In addition to the above, we would like to clarify one point here with specific respect to the comment. Note that the computer-generated partner’s accuracy was identical under high and low confidence. In addition, our behavioral findings did not show any difference in accuracy under HCA and LCA conditions. As a consequence, the argument that “the trial outcome is determined by the joint performance of both partners, which is normally reduced for low-confidence partners” is not valid because the low-confidence partner’s performance is identical to that of the high-confidence partner. It is possible, of course, that we have misunderstood the reviewer’s point here and we would be happy to discuss this further if necessary.
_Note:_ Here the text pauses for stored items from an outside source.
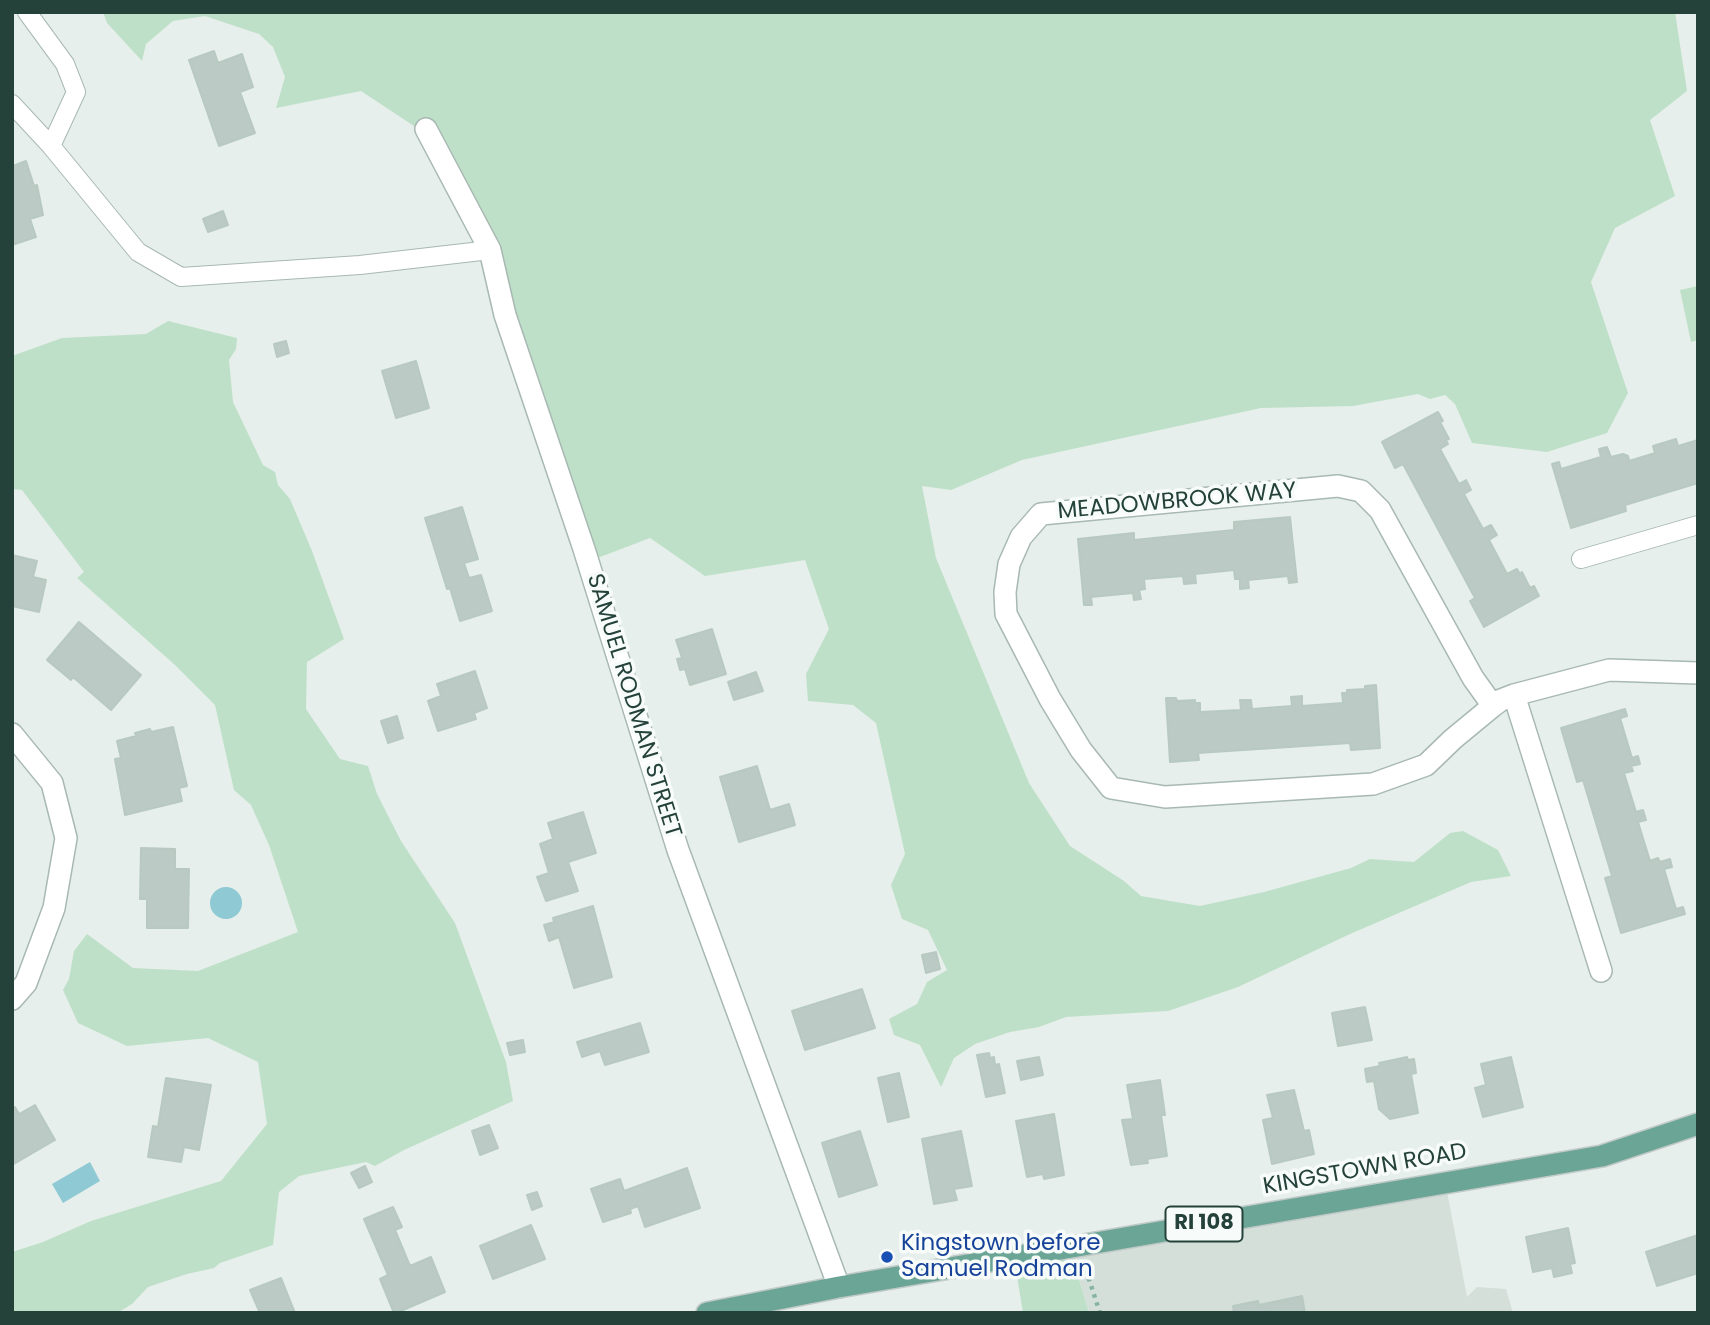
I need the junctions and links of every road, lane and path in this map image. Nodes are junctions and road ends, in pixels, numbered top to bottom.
1 (27, 12) edge
2 (12, 104) edge
3 (426, 129) dead end
4 (51, 146) junction
5 (490, 250) junction
6 (1698, 525) edge
7 (1581, 559) dead end
8 (1698, 673) edge
9 (1514, 695) junction
10 (1493, 706) junction
11 (12, 734) edge
12 (1601, 971) dead end
13 (12, 999) edge
14 (1698, 1124) edge
15 (1079, 1245) junction
16 (839, 1287) junction
17 (707, 1313) edge
18 (1100, 1313) edge

1 - 4 lane
2 - 4 lane
3 - 5 street, SAMUEL RODMAN STREET
4 - 5 lane
5 - 16 street, SAMUEL RODMAN STREET
6 - 7 lane
8 - 9 street, MEADOWBROOK WAY
9 - 10 street, MEADOWBROOK WAY
9 - 12 street
10 - 10 street, MEADOWBROOK WAY
11 - 13 street
14 - 15 main road, KINGSTOWN ROAD / RI 108
15 - 16 main road, KINGSTOWN ROAD / RI 108
15 - 18 path
16 - 17 main road, KINGSTOWN ROAD / RI 108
In Author response image 1 we provide the calibration plot for our eye tracking setup, describing the relationship between pupil size and display luminance. Luminance of the random dot motion stimuli (ie white dots on black background) was Cd/m2 and, importantly, identical across the two critical social conditions. We hope that this additional detail satisfies the reviewer’s concern. For the purpose of brevity, we have decided against adding this part to the manuscript and supplementary material.

Author response image 1
Calibration plot for the experimental setup.

Average pupil size (arbitrary units from eyelink device) is plotted against display luminance. The plot is obtained by presenting the participant with uniform full screen displays with 10 different luminance levels covering the entire range of the monitor RGB values (0 to 255) whose luminance was separately measured with a photometer. Each display lasted 10 seconds. Error bars are standard deviation between sessions.
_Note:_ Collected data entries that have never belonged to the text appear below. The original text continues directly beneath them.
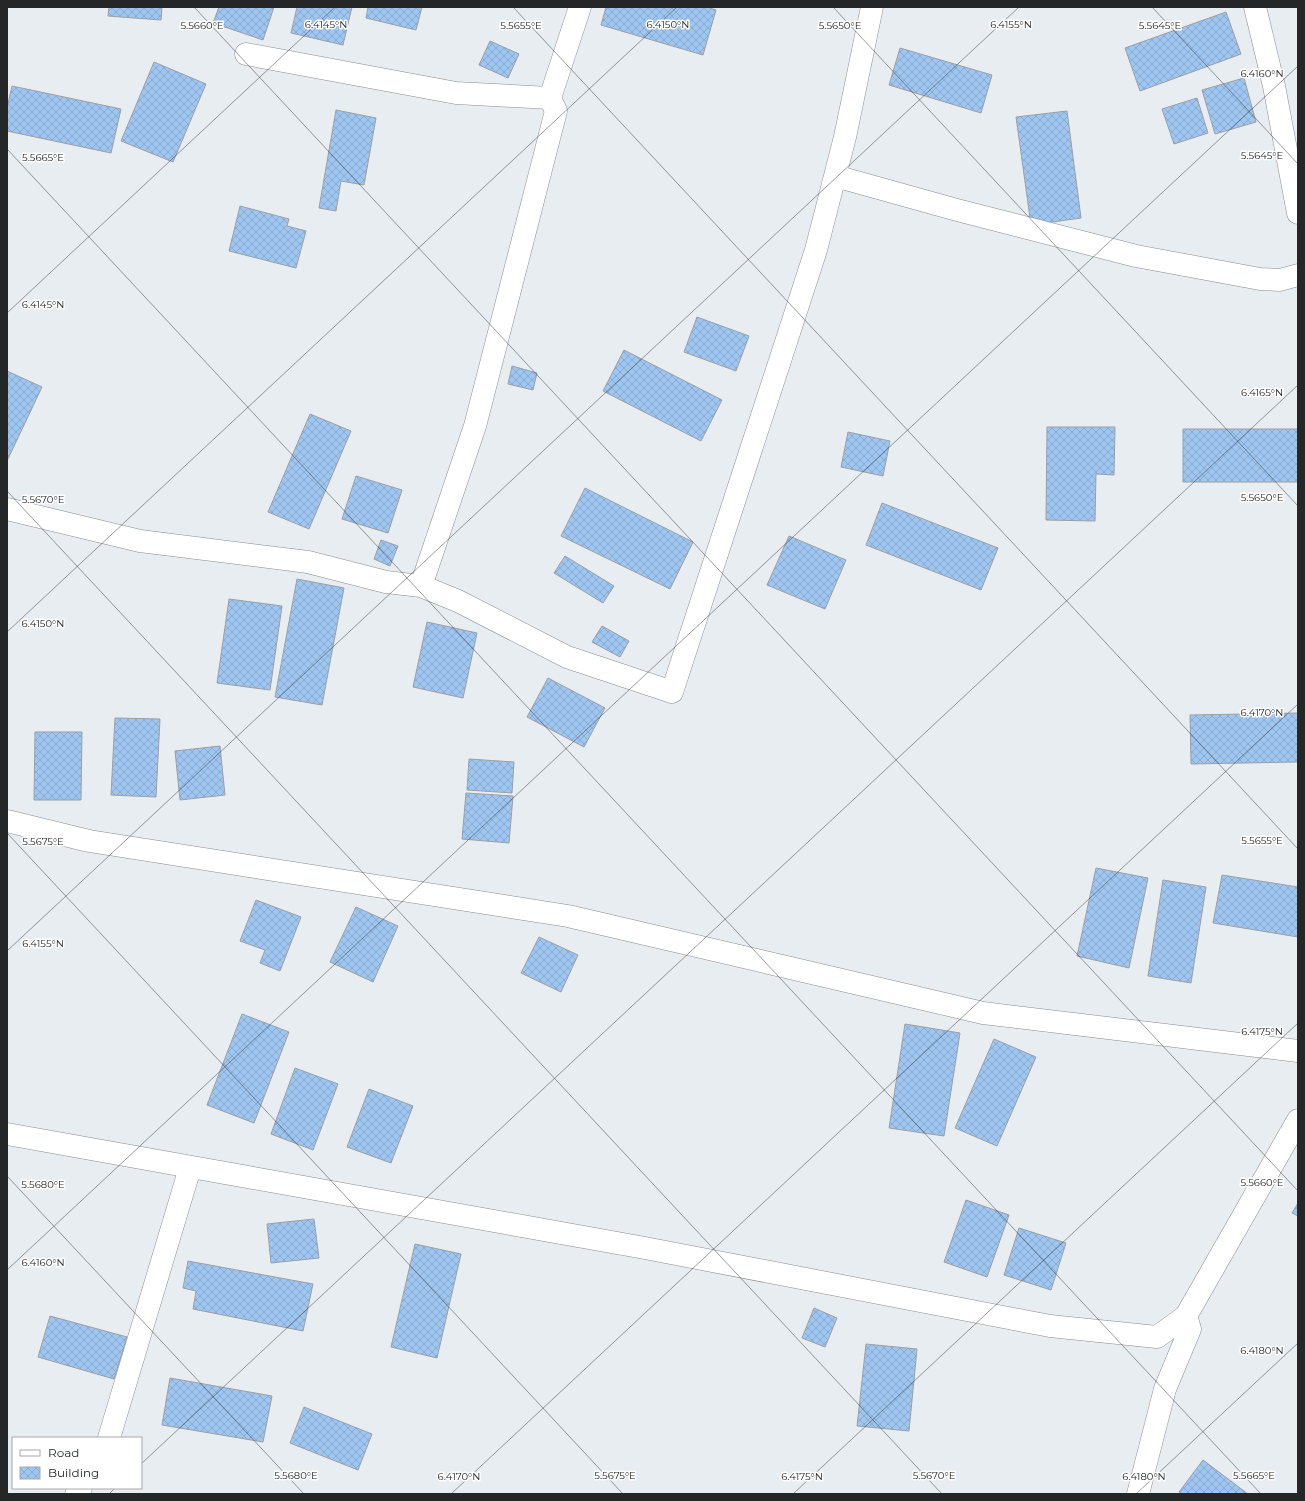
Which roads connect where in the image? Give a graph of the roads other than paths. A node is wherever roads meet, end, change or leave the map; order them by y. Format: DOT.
graph roads {
  1 [pos="580,7"];
  2 [pos="872,7"];
  3 [pos="1255,7"];
  4 [pos="246,54"];
  5 [pos="550,98"];
  6 [pos="835,176"];
  7 [pos="1298,213"];
  8 [pos="1298,275"];
  9 [pos="7,509"];
  10 [pos="421,586"];
  11 [pos="7,821"];
  12 [pos="1298,1051"];
  13 [pos="1298,1120"];
  14 [pos="7,1134"];
  15 [pos="190,1168"];
  16 [pos="1186,1316"];
  17 [pos="109,1437"];
  18 [pos="1138,1494"];
  1 -- 5 [label="street"];
  2 -- 6 [label="street"];
  3 -- 7 [label="street"];
  4 -- 5 [label="street"];
  5 -- 10 [label="street"];
  6 -- 8 [label="street"];
  6 -- 10 [label="street"];
  9 -- 10 [label="street"];
  11 -- 12 [label="street"];
  13 -- 16 [label="street"];
  14 -- 15 [label="street"];
  15 -- 16 [label="street"];
  15 -- 17 [label="street"];
  16 -- 18 [label="street"];
}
Moreover, while the authors state that the traces were normalized to a value of 0 at the start of the ITI period, the data displayed in Figure 2 do not show this normalization but different non-zero values. Are these data not normalized, or was a different procedure used?

Finally, the authors analyze the pupil signal averaged across a wide temporal ITI interval that may contain stimulus-locked responses (there is not enough information in the manuscript to clearly determine which temporal interval was chosen and averaged across, and how it was made sure that this signal was not contaminated by stimulus effects).
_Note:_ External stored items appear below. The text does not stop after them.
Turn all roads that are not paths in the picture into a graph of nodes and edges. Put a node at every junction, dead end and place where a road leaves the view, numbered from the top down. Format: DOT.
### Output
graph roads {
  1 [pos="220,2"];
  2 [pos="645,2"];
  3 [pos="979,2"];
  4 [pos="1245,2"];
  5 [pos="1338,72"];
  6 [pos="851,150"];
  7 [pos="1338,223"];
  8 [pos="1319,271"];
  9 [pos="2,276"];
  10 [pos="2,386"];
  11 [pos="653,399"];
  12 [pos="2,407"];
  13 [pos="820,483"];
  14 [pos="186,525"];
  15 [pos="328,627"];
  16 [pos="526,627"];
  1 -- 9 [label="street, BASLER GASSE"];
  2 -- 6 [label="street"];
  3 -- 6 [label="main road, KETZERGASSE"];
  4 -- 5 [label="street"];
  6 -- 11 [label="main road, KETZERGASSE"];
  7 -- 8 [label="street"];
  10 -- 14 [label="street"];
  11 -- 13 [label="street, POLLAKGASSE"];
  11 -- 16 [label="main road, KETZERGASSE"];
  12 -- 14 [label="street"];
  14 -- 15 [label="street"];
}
3) Describe the pupil analysis in much more detail, in particular how they calibrated the stimuli to allow interpretability of baseline signals and how they selected the specific traces in each trial's ITI so that they are not contaminated by stimuli.

We have now added the following details to the Methods section in line 1106-1135.

“In both studies, the Eye movements were recorded by an EyeLink 1000 (SR- Research) device with a sampling rate of 1000Hz which was controlled by a dedicated host PC. The device was set in a desktop and pupil-corneal reflection mode while data from the left eye was recorded. At the beginning of each block, the system was recalibrated and then validated by 9-point schema presented on the screen. For one subject was, a 3-point schema was used due to repetitive calibration difficulty. Having reached a detection error of less than 0.5°, the participants proceeded to the main task. Acquired eye data for pupil size were used for further analysis. Data of one subject in the first study was removed from further analysis due to storage failure.

Pupil data were divided into separate epochs and data from Inter-Trials Interval (ITI) were selected for analysis. ITI interval was defined as the time between offset of trial (t) feedback screen and stimulus presentation of trial (t+1). Then, blinks and jitters were detected and removed using linear interpolation. Values of pupil size before and after the blink were used for this interpolation. Data was also mid-pass filtered using a Butterworth filter (second order, [0.01, 6] Hz)[50]. The pupil data was z-scored and then was baseline corrected by removing the average of signal in the period of [-1000 0] ms interval (before ITI onset). For the statistical analysis (GLMM) in Figure 2, we used the average of the pupil signal in the ITI period. Therefore, no pupil value is contaminated by the upcoming stimuli. Importantly, trials with ITI>3s were excluded from analysis (365 out of 8800 for study 1 and 128 out 6000 for study 2. Also see Supplementary File 1f and Selection criteria for data analysis in Supplementary Materials)”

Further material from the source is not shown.